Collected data
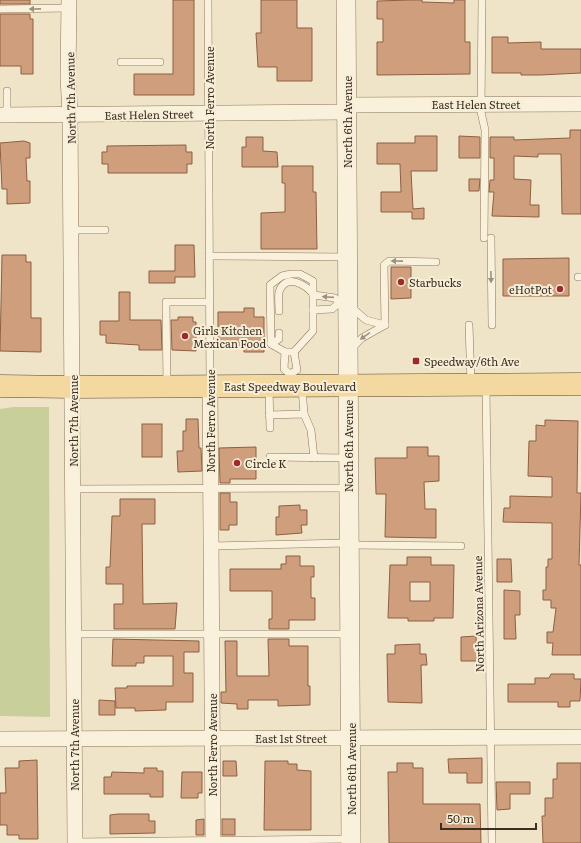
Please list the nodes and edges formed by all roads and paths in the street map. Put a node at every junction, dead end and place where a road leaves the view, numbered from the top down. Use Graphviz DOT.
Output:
graph roads {
  1 [pos="208,0"];
  2 [pos="346,0"];
  3 [pos="482,0"];
  4 [pos="70,4"];
  5 [pos="0,9"];
  6 [pos="121,62"];
  7 [pos="160,62"];
  8 [pos="7,92"];
  9 [pos="481,104"];
  10 [pos="581,104"];
  11 [pos="347,109"];
  12 [pos="209,113"];
  13 [pos="4,115"];
  14 [pos="70,115"];
  15 [pos="71,230"];
  16 [pos="105,230"];
  17 [pos="209,256"];
  18 [pos="347,257"];
  19 [pos="436,262"];
  20 [pos="314,295"];
  21 [pos="209,302"];
  22 [pos="343,303"];
  23 [pos="313,310"];
  24 [pos="279,311"];
  25 [pos="385,325"];
  26 [pos="469,325"];
  27 [pos="492,325"];
  28 [pos="279,332"];
  29 [pos="271,344"];
  30 [pos="285,352"];
  31 [pos="294,352"];
  32 [pos="348,352"];
  33 [pos="294,382"];
  34 [pos="581,384"];
  35 [pos="1,385"];
  36 [pos="348,385"];
  37 [pos="479,385"];
  38 [pos="210,386"];
  39 [pos="269,386"];
  40 [pos="72,387"];
  41 [pos="166,387"];
  42 [pos="304,414"];
  43 [pos="269,415"];
  44 [pos="270,428"];
  45 [pos="270,457"];
  46 [pos="314,458"];
  47 [pos="348,458"];
  48 [pos="211,488"];
  49 [pos="348,488"];
  50 [pos="73,489"];
  51 [pos="348,544"];
  52 [pos="211,546"];
  53 [pos="461,546"];
  54 [pos="74,634"];
  55 [pos="211,634"];
  56 [pos="350,634"];
  57 [pos="581,737"];
  58 [pos="212,738"];
  59 [pos="351,738"];
  60 [pos="490,738"];
  61 [pos="0,739"];
  62 [pos="75,739"];
  63 [pos="351,841"];
  64 [pos="75,842"];
  65 [pos="213,842"];
  66 [pos="492,843"];
  1 -- 12 [label="lane, North Ferro Avenue"];
  2 -- 11 [label="street, North 6th Avenue"];
  3 -- 9 [label="lane"];
  4 -- 5 [label="lane, one-way"];
  4 -- 14 [label="street, North 7th Avenue"];
  6 -- 7 [label="lane"];
  8 -- 13 [label="lane"];
  9 -- 10 [label="street, East Helen Street"];
  9 -- 11 [label="street, East Helen Street"];
  9 -- 27 [label="lane, one-way"];
  11 -- 12 [label="street, East Helen Street"];
  11 -- 18 [label="street, North 6th Avenue"];
  12 -- 14 [label="street, East Helen Street"];
  12 -- 17 [label="lane, North Ferro Avenue"];
  13 -- 14 [label="street, East Helen Street"];
  14 -- 15 [label="street, North 7th Avenue"];
  15 -- 16 [label="lane"];
  15 -- 40 [label="street, North 7th Avenue"];
  17 -- 18 [label="lane"];
  17 -- 21 [label="lane, North Ferro Avenue"];
  18 -- 22 [label="street, North 6th Avenue"];
  19 -- 25 [label="lane, one-way"];
  22 -- 20 [label="lane, one-way"];
  20 -- 23 [label="lane"];
  20 -- 24 [label="lane"];
  20 -- 29 [label="lane"];
  21 -- 38 [label="lane, North Ferro Avenue"];
  21 -- 41 [label="lane"];
  22 -- 23 [label="lane"];
  22 -- 25 [label="lane"];
  22 -- 32 [label="street, North 6th Avenue"];
  23 -- 31 [label="lane"];
  25 -- 32 [label="lane, one-way"];
  26 -- 37 [label="lane, North Arizona Avenue"];
  28 -- 29 [label="lane"];
  29 -- 30 [label="lane"];
  30 -- 31 [label="lane"];
  30 -- 33 [label="lane"];
  31 -- 33 [label="lane"];
  32 -- 36 [label="street, North 6th Avenue"];
  33 -- 36 [label="main road, East Speedway Boulevard"];
  33 -- 39 [label="main road, East Speedway Boulevard"];
  33 -- 42 [label="lane"];
  34 -- 37 [label="main road, East Speedway Boulevard"];
  35 -- 40 [label="main road, East Speedway Boulevard"];
  36 -- 37 [label="main road, East Speedway Boulevard"];
  36 -- 47 [label="street, North 6th Avenue"];
  37 -- 60 [label="lane, North Arizona Avenue"];
  38 -- 39 [label="main road, East Speedway Boulevard"];
  38 -- 41 [label="main road, East Speedway Boulevard"];
  38 -- 48 [label="street, North Ferro Avenue"];
  39 -- 43 [label="lane"];
  40 -- 41 [label="main road, East Speedway Boulevard"];
  40 -- 50 [label="street, North 7th Avenue"];
  42 -- 43 [label="lane"];
  42 -- 46 [label="lane"];
  43 -- 44 [label="lane"];
  45 -- 46 [label="lane"];
  46 -- 47 [label="lane"];
  47 -- 49 [label="street, North 6th Avenue"];
  48 -- 49 [label="lane"];
  48 -- 50 [label="lane"];
  48 -- 52 [label="street, North Ferro Avenue"];
  49 -- 51 [label="street, North 6th Avenue"];
  50 -- 54 [label="street, North 7th Avenue"];
  51 -- 52 [label="lane"];
  51 -- 53 [label="lane"];
  51 -- 56 [label="street, North 6th Avenue"];
  52 -- 55 [label="street, North Ferro Avenue"];
  54 -- 55 [label="lane"];
  54 -- 62 [label="street, North 7th Avenue"];
  55 -- 56 [label="lane"];
  55 -- 58 [label="street, North Ferro Avenue"];
  56 -- 59 [label="street, North 6th Avenue"];
  57 -- 60 [label="street, East 1st Street"];
  58 -- 59 [label="street, East 1st Street"];
  58 -- 62 [label="street, East 1st Street"];
  58 -- 65 [label="street, North Ferro Avenue"];
  59 -- 60 [label="street, East 1st Street"];
  59 -- 63 [label="street, North 6th Avenue"];
  60 -- 66 [label="lane, North Arizona Avenue"];
  61 -- 62 [label="street, East 1st Street"];
  62 -- 64 [label="street, North 7th Avenue"];
  63 -- 65 [label="lane"];
  64 -- 65 [label="lane"];
}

- _EXERCISE_: Your response should be made up of the lines in the data that contain the word "roads".

- _RESPONSE TO THE TASK_:
Please list the nodes and edges formed by all roads and paths in the street map. Put a node at every junction, dead end and place where a road leaves the view, numbered from the top down. Use Graphviz DOT.
graph roads {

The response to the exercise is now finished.